(WORK ITEM)
Only the lines that contain the string "edges" belong in the answer; pull them from the records.

++++ DATA RECORDS

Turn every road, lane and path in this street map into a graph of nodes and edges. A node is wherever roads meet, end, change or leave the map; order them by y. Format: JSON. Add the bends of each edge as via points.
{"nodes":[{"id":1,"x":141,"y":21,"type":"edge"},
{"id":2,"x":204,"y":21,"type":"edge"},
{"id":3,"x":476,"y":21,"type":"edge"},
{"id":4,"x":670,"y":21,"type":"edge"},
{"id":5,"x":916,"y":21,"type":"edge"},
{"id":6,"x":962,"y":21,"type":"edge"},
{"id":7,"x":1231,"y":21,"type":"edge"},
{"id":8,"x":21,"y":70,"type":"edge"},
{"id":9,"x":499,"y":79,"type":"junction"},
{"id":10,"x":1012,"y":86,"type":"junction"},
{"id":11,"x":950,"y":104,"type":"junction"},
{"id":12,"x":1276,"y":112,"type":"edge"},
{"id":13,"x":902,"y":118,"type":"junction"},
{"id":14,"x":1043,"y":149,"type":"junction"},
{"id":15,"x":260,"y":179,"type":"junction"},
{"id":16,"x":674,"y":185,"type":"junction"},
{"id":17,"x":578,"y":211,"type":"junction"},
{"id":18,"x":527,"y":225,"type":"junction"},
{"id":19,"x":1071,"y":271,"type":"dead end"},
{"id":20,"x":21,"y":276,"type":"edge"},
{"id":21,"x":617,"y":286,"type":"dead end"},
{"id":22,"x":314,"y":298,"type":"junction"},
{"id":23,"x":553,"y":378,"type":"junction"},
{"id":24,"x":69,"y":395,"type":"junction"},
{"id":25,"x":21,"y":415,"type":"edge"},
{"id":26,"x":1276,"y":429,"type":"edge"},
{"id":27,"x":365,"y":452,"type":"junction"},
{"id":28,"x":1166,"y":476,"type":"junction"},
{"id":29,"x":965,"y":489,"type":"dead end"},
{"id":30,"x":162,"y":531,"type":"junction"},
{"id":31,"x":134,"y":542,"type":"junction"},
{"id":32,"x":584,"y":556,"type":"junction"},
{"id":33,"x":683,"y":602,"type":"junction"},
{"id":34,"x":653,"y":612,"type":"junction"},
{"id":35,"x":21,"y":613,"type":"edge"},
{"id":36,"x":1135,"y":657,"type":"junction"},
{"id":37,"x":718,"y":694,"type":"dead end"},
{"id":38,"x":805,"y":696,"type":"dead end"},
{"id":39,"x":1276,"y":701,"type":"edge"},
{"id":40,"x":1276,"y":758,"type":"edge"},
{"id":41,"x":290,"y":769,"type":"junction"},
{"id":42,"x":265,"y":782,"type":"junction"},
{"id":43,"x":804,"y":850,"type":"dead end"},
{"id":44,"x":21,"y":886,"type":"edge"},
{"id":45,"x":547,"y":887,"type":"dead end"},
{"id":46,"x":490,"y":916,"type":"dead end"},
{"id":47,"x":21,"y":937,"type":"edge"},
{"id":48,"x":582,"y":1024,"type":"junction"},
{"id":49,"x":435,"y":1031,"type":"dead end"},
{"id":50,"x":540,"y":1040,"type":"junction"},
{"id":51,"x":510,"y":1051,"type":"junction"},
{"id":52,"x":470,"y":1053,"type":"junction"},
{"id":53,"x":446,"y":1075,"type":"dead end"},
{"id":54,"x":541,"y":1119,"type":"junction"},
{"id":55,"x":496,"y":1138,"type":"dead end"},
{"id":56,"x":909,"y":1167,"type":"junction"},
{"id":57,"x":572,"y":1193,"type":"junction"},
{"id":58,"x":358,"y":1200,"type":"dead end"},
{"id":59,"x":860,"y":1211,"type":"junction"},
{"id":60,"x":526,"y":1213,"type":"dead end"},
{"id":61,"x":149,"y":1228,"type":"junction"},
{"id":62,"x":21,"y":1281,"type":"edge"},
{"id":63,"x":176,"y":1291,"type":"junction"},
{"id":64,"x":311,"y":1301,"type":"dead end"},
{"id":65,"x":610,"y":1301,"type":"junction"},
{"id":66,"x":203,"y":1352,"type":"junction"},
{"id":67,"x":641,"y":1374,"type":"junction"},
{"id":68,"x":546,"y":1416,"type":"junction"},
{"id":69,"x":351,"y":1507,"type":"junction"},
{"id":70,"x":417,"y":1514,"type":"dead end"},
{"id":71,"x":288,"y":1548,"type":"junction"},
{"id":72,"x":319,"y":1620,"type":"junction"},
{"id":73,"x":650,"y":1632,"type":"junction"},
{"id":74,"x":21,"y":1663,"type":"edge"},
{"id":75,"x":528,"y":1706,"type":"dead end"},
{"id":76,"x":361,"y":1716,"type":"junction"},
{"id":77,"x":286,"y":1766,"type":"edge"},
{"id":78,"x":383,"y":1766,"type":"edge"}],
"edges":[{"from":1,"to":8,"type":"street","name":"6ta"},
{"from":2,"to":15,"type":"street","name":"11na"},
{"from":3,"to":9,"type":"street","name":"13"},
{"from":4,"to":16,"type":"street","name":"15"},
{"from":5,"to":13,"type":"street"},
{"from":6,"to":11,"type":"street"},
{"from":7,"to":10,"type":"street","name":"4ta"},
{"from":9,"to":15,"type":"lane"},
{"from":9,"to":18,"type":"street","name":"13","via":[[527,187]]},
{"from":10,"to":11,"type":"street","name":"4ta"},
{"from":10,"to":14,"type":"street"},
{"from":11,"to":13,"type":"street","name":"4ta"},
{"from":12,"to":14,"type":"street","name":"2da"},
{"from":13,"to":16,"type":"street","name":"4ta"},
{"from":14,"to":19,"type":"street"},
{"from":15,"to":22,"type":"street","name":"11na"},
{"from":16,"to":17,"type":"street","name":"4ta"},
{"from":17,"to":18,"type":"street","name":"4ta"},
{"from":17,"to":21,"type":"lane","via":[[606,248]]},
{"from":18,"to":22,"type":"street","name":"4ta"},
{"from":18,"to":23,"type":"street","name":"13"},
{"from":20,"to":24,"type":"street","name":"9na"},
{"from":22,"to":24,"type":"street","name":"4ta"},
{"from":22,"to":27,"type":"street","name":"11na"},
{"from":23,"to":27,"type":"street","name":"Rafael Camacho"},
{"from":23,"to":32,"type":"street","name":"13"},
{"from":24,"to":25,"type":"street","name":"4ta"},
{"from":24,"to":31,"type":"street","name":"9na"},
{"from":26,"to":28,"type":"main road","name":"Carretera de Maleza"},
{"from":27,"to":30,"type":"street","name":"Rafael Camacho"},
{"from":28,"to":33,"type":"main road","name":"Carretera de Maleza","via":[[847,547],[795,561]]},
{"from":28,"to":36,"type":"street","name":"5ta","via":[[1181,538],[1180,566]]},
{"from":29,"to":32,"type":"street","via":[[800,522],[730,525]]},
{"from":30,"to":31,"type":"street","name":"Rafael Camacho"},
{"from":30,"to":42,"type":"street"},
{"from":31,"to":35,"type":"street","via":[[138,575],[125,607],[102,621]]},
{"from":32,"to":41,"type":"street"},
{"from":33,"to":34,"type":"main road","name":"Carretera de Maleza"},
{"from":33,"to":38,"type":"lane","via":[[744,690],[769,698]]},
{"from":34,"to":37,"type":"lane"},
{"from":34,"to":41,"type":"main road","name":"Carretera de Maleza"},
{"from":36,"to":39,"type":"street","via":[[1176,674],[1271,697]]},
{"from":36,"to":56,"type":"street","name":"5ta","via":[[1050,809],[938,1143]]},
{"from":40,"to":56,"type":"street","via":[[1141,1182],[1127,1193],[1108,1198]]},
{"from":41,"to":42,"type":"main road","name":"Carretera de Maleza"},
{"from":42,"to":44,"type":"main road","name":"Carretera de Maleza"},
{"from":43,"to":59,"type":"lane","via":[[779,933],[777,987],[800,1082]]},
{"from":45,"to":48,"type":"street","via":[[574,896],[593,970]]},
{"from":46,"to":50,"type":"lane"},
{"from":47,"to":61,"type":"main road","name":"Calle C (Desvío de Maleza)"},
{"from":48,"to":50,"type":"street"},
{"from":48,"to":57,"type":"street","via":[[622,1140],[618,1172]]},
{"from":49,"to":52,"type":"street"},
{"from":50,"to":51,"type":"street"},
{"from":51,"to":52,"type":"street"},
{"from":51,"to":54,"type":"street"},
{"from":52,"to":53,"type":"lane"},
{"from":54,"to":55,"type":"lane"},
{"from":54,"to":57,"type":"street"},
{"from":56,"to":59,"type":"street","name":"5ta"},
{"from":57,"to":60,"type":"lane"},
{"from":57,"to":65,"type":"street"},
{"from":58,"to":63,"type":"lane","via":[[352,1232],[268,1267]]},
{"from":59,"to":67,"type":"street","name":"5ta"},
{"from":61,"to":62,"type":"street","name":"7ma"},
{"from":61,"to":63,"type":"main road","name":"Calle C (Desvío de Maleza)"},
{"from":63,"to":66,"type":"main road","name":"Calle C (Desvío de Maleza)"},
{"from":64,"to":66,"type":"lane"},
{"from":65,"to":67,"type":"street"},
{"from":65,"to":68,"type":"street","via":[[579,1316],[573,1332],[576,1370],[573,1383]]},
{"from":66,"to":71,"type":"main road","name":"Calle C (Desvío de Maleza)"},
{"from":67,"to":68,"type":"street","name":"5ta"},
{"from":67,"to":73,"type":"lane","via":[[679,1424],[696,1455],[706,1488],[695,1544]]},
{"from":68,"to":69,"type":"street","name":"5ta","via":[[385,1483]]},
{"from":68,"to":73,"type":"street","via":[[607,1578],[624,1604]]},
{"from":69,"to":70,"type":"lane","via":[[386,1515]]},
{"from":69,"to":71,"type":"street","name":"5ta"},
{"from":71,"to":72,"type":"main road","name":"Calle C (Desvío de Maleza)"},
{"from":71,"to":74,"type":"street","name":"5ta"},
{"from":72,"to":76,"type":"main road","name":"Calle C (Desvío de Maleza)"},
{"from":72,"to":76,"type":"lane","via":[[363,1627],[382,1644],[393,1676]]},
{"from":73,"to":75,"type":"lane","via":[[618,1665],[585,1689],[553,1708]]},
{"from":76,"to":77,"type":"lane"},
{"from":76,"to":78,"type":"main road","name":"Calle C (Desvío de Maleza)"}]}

++++++++

(RESULT FOR THIS TASK)
Turn every road, lane and path in this street map into a graph of nodes and edges. A node is wherever roads meet, end, change or leave the map; order them by y. Format: JSON. Add the bends of each edge as via points.
"edges":[{"from":1,"to":8,"type":"street","name":"6ta"},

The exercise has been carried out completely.